The city lost in the Massachusetts Land Court in May, but filed an appeal. As a result of the settlement, the appeal was withdrawn last month.

Normally the city’s inclusionary housing ordinance requires between 11.5 percent and 15 percent of housing units to be designated as affordable units, but only in projects that create 10 or more housing units. The developments at 42 Bay State Road and 54 Bay State Road, in Neighborhood 9 near Fresh Pond, are adjoining five-unit projects, and if they were counted together, would be required to provide one affordable housing unit.

Bay State Corner

The development opened as Bay State Corner in 2012.

In 2010, the sites were owned by partnerships with common owners. The partnerships “ran into difficulties,” according to the Land Court, and were sold to separate holding corporations with different owners, 42 BSR LLC (owned by Liu) and 54 BSR LLC. Both contracted with AbodeZ to develop the properties, and by August 2012 the buildings were complete.

In May 2013, the city’s Inspectional Services department became aware of the prior common ownership, and asked the owners to identify the one affordable unit within the 10 units.
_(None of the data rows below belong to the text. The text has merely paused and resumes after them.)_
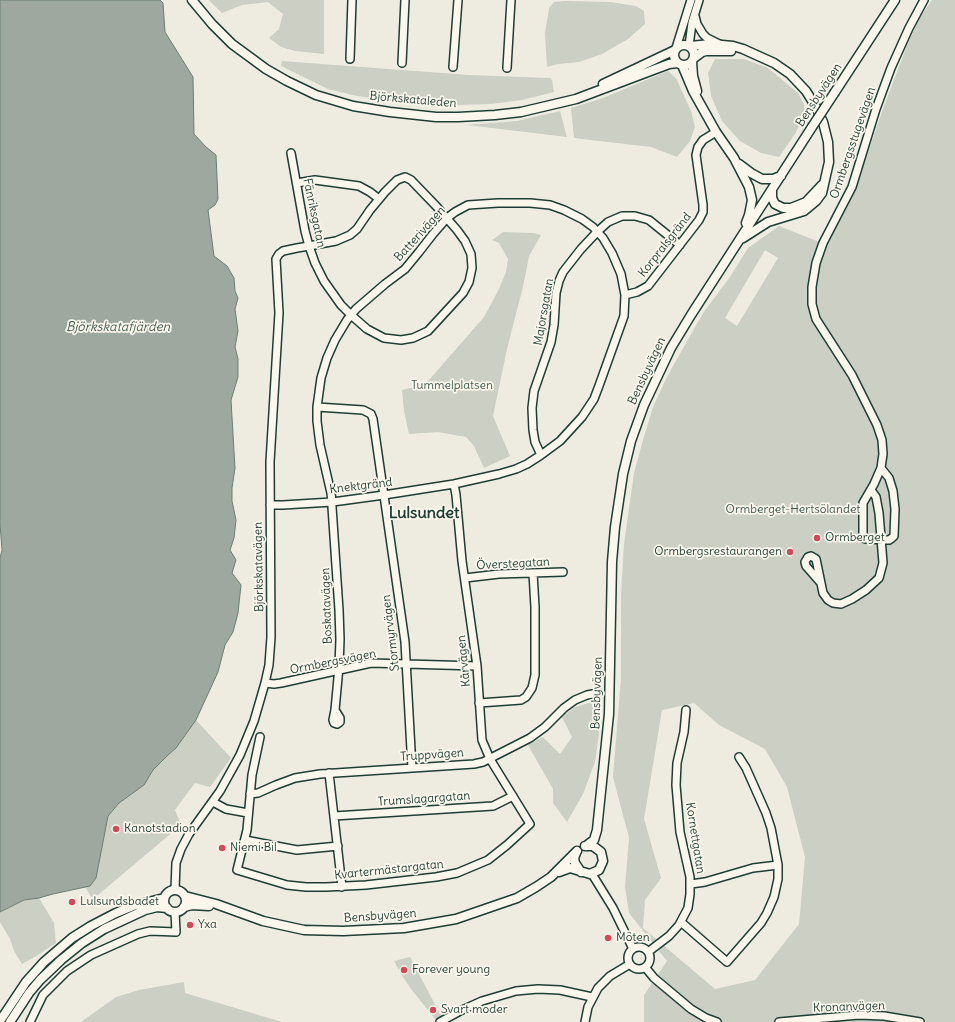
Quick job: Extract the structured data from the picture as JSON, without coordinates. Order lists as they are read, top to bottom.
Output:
{
  "streets": {
    "main road": ["Bensbyvägen", "Björkskataleden"],
    "street": [
      "Ormbergsstugevägen",
      "Fänriksgatan",
      "Batterivägen",
      "Korpralsgränd",
      "Majorsgatan",
      "Knektgränd",
      "Överstegatan",
      "Björkskatavägen",
      "Boskatavägen",
      "Stormyrvägen",
      "Kårvägen",
      "Ormbergsvägen",
      "Truppvägen",
      "Trumslagargatan",
      "Kornettgatan",
      "Kvartermästargatan",
      "Kronanvägen"
    ]
  },
  "crossings": [
    ["Bensbyvägen", "Björkskatavägen"],
    ["Fänriksgatan", "Batterivägen"],
    ["Fänriksgatan", "Björkskatavägen"],
    ["Batterivägen", "Korpralsgränd"],
    ["Batterivägen", "Majorsgatan"],
    ["Batterivägen", "Knektgränd"],
    ["Batterivägen", "Boskatavägen"],
    ["Batterivägen", "Stormyrvägen"],
    ["Batterivägen", "Kårvägen"],
    ["Korpralsgränd", "Majorsgatan"],
    ["Knektgränd", "Björkskatavägen"],
    ["Knektgränd", "Boskatavägen"],
    ["Knektgränd", "Stormyrvägen"],
    ["Knektgränd", "Kårvägen"],
    ["Överstegatan", "Kårvägen"],
    ["Björkskatavägen", "Ormbergsvägen"],
    ["Boskatavägen", "Ormbergsvägen"],
    ["Stormyrvägen", "Ormbergsvägen"],
    ["Stormyrvägen", "Truppvägen"],
    ["Kårvägen", "Ormbergsvägen"],
    ["Kårvägen", "Truppvägen"],
    ["Kårvägen", "Trumslagargatan"],
    ["Kårvägen", "Kvartermästargatan"]
  ],
  "districts": ["Lulsundet"],
  "water": ["Björkskatafjärden"],
  "parks": ["Tummelplatsen", "Ormberget-Hertsölandet"],
  "places": [
    "Ormberget",
    "Ormbergsrestaurangen",
    "Kanotstadion",
    "Niemi Bil",
    "Lulsundsbadet",
    "Yxa",
    "Möten",
    "Forever young",
    "Svart moder"
  ]
}
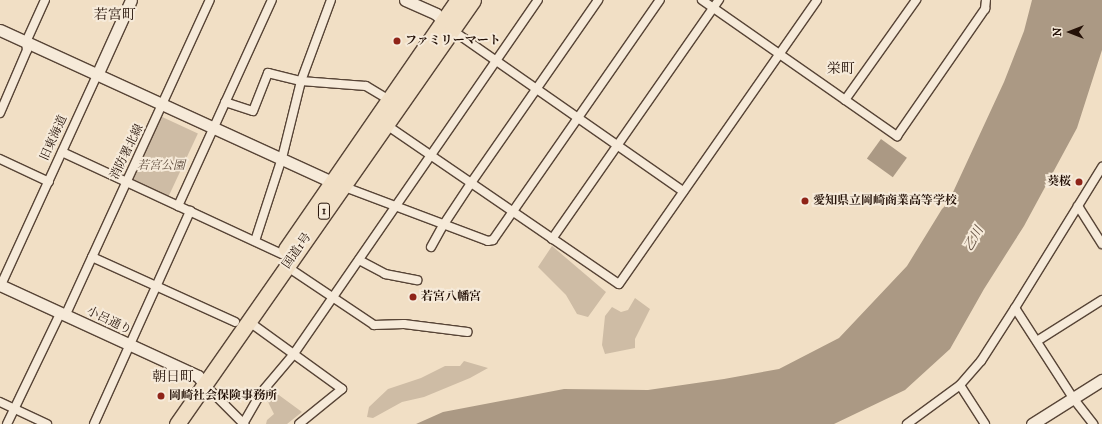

Liu and 42 BSR LLC appealed – first to the city’s Board of Zoning Appeals, which upheld Inspectional Services’ decision as it typically does – then to the Land Court. The court ruled in favor of Liu. (The adjacent owners, 54 BSR LLC, did not appeal.)

The basis for the appeal was the definition of a phased development project, which the language of the ordinance defined as “common ownership … for the 12 months immediately preceding the date of application.”  The common ownership terminated July 15, 2011, and the owners filed for a permit Sept. 12, 2011, just under two months later.

The city argued that “for the 12 months” meant “at any time within the 12-month period,” because otherwise the intent of the ordinance could be defeated by transferring the property the day before applying for a permit. But the court ruled that “for the 12 months” meant “for the entire 12-month period.”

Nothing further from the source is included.